Die meisten Gesellschaften definieren Pflegebedürftigkeit analog zu den Leistungen der gesetzlichen Pflegeversicherung, d.h. wenn eine Pflegebedürftigkeit durch den Medizinischen Dienst der Krankenkassen (MDK) festgestellt wurde, werden auch die Leistungen aus einer privaten Zusatzversicherung gewährt. Der Vorteil für die Versicherten besteht darin, dass eine zweite medizinische Begutachtung entfällt.

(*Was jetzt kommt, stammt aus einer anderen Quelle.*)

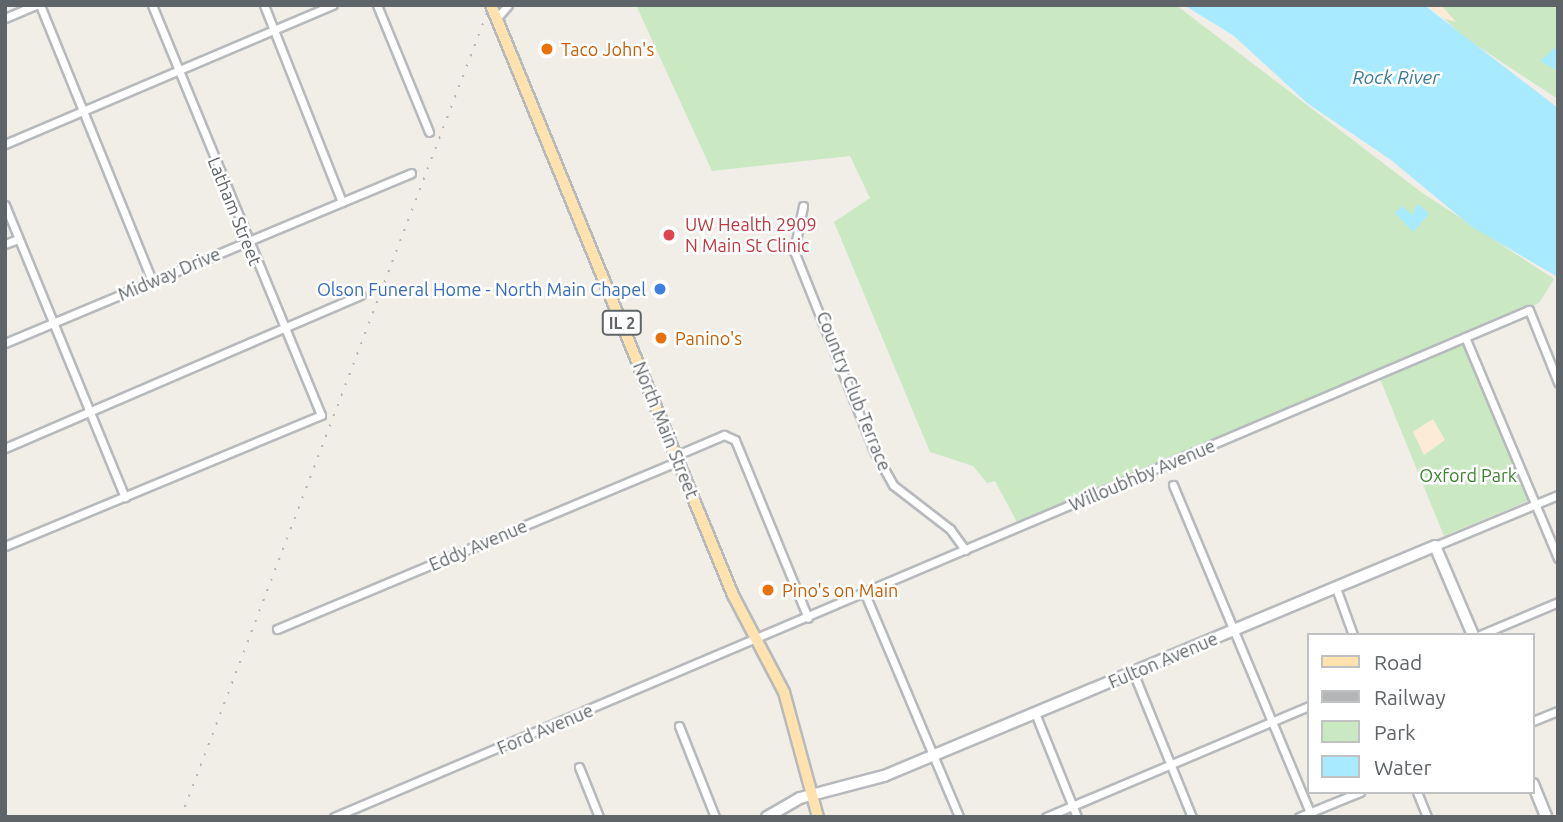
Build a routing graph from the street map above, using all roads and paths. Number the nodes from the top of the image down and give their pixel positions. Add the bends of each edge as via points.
1 (38, 5) edge
2 (152, 5) edge
3 (264, 5) edge
4 (333, 5) edge
5 (377, 5) edge
6 (491, 5) edge
7 (508, 5) edge
8 (5, 18) edge
9 (496, 19) junction
10 (275, 31) junction
11 (178, 70) junction
12 (82, 111) junction
13 (429, 132) dead end
14 (5, 144) edge
15 (411, 173) dead end
16 (342, 202) junction
17 (5, 205) edge
18 (803, 206) dead end
19 (18, 239) junction
20 (247, 241) junction
21 (5, 244) edge
22 (152, 281) junction
23 (361, 295) dead end
24 (53, 323) junction
25 (282, 327) junction
26 (1465, 337) junction
27 (5, 343) edge
28 (1558, 382) edge
29 (92, 412) junction
30 (5, 448) edge
31 (678, 458) junction
32 (1173, 485) dead end
33 (1558, 495) edge
34 (125, 497) junction
35 (1535, 504) junction
36 (5, 545) edge
37 (1435, 546) junction
38 (965, 550) junction
39 (1558, 558) edge
40 (1336, 588) junction
41 (864, 594) junction
42 (1558, 602) edge
43 (808, 618) junction
44 (277, 629) dead end
45 (1235, 630) junction
46 (1352, 633) edge
47 (1472, 633) edge
48 (1485, 633) edge
49 (755, 641) junction
50 (1133, 672) junction
51 (1308, 706) edge
52 (1558, 711) edge
53 (1035, 713) junction
54 (1535, 720) edge
55 (1272, 722) junction
56 (679, 726) dead end
57 (934, 755) junction
58 (1171, 764) junction
59 (579, 767) dead end
60 (1535, 789) edge
61 (813, 793) junction
62 (1356, 794) edge
63 (1418, 794) edge
64 (1072, 806) junction
65 (1311, 814) edge
66 (334, 817) edge
67 (599, 817) edge
68 (715, 817) edge
69 (767, 817) edge
70 (818, 817) edge
71 (959, 817) edge
72 (1046, 817) edge
73 (1077, 817) edge
74 (1192, 817) edge
75 (1299, 817) edge
76 (1427, 817) edge
77 (1546, 817) edge

1 - 8 street
1 - 12 street
2 - 11 street, Latham Street
3 - 10 street
4 - 10 street
5 - 13 street
6 - 9 main road, North Main Street / IL 2
7 - 9 street
9 - 31 main road, North Main Street / IL 2
10 - 11 street
10 - 16 street
11 - 12 street
11 - 20 street, Latham Street
12 - 14 street
12 - 22 street
15 - 16 street, Midway Drive
16 - 20 street, Midway Drive
17 - 19 street
18 - 38 street, Country Club Terrace via 793,251 873,449 893,485 950,529
19 - 21 street
19 - 24 street
20 - 22 street, Midway Drive
20 - 25 street, Latham Street
22 - 24 street, Midway Drive
23 - 25 street
24 - 27 street, Midway Drive
24 - 29 street
25 - 29 street
25 - 34 street, Latham Street via 321,415
26 - 28 street, Willoubhby Avenue via 1528,310
26 - 35 street
26 - 38 street, Willoubhby Avenue
29 - 30 street
29 - 34 street
31 - 43 street, Eddy Avenue via 724,435 735,440
31 - 44 street, Eddy Avenue
31 - 49 main road, North Main Street / IL 2
32 - 45 street
33 - 35 street, Fulton Avenue
34 - 36 street
35 - 37 street, Fulton Avenue
35 - 39 street
37 - 40 street, Fulton Avenue
37 - 47 street
38 - 41 street, Willoubhby Avenue
40 - 45 street, Fulton Avenue
40 - 46 street
41 - 43 street, Willoubhby Avenue
41 - 57 street
42 - 48 street
43 - 49 street, Willoubhby Avenue
45 - 50 street, Fulton Avenue
45 - 55 street
49 - 61 main road, North Main Street / IL 2 via 784,692
49 - 66 street, Ford Avenue
50 - 53 street, Fulton Avenue
50 - 58 street
51 - 55 street
52 - 54 street
53 - 57 street, Fulton Avenue
53 - 64 street
55 - 58 street
55 - 65 street
56 - 68 street
57 - 61 street, Fulton Avenue
57 - 71 street
58 - 64 street
58 - 74 street
59 - 67 street
60 - 77 street
61 - 69 street, Fulton Avenue
61 - 70 main road, North Main Street / IL 2
62 - 65 street
63 - 76 street
64 - 72 street
64 - 73 street
65 - 75 street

Wird vom MDK eine Pflegestufe ausgesprochen, gewährt die private Pflegezusatzversicherung analog die für die jeweilige Pflegestufe vereinbarte Zusatzleistung.
Ab welchem Zeitpunkt, bzw. ab welcher Pflegestufe Leistungen in Anspruch genommen werden können hängt maßgeblich von den jeweiligen Tarifbedingungen der Pflegezusatzversicherung ab. Neben der Unterscheidung nach dem Grad der Pflegebedürftigkeit in Stufe I, II oder III kann zudem noch die Höhe der Leistung variiert werden. Je niedriger die Leistung angesetzt wird, umso günstiger ist der Beitrag.
Beginnt ein Leistungsanspruch erst ab Pflegestufe III und bleibt die Leistung auch über Jahre konstant, z.B. Tagessatz 100,- Euro ist der Beitrag zu dieser Versicherung wesentlich niedriger, als wenn der Tarif schon in Pflegestufe I und II Leistung erbringen und den Tagessatz zudem auch noch jedes Jahr dynamisch erhöhen würde, um bei längerer Pflegedauer mit steigenden Tagessätzen der Kostensteigerung im Gesundheitswesen Rechnung zu tragen. Unabhängig von der Ausgestaltung der privaten Pflegzusatzversicherung werden die Leistungen der gesetzlichen Pflegepflichtversicherung ungekürzt ausgezahlt, es erfolgt keinerlei Anrechnung!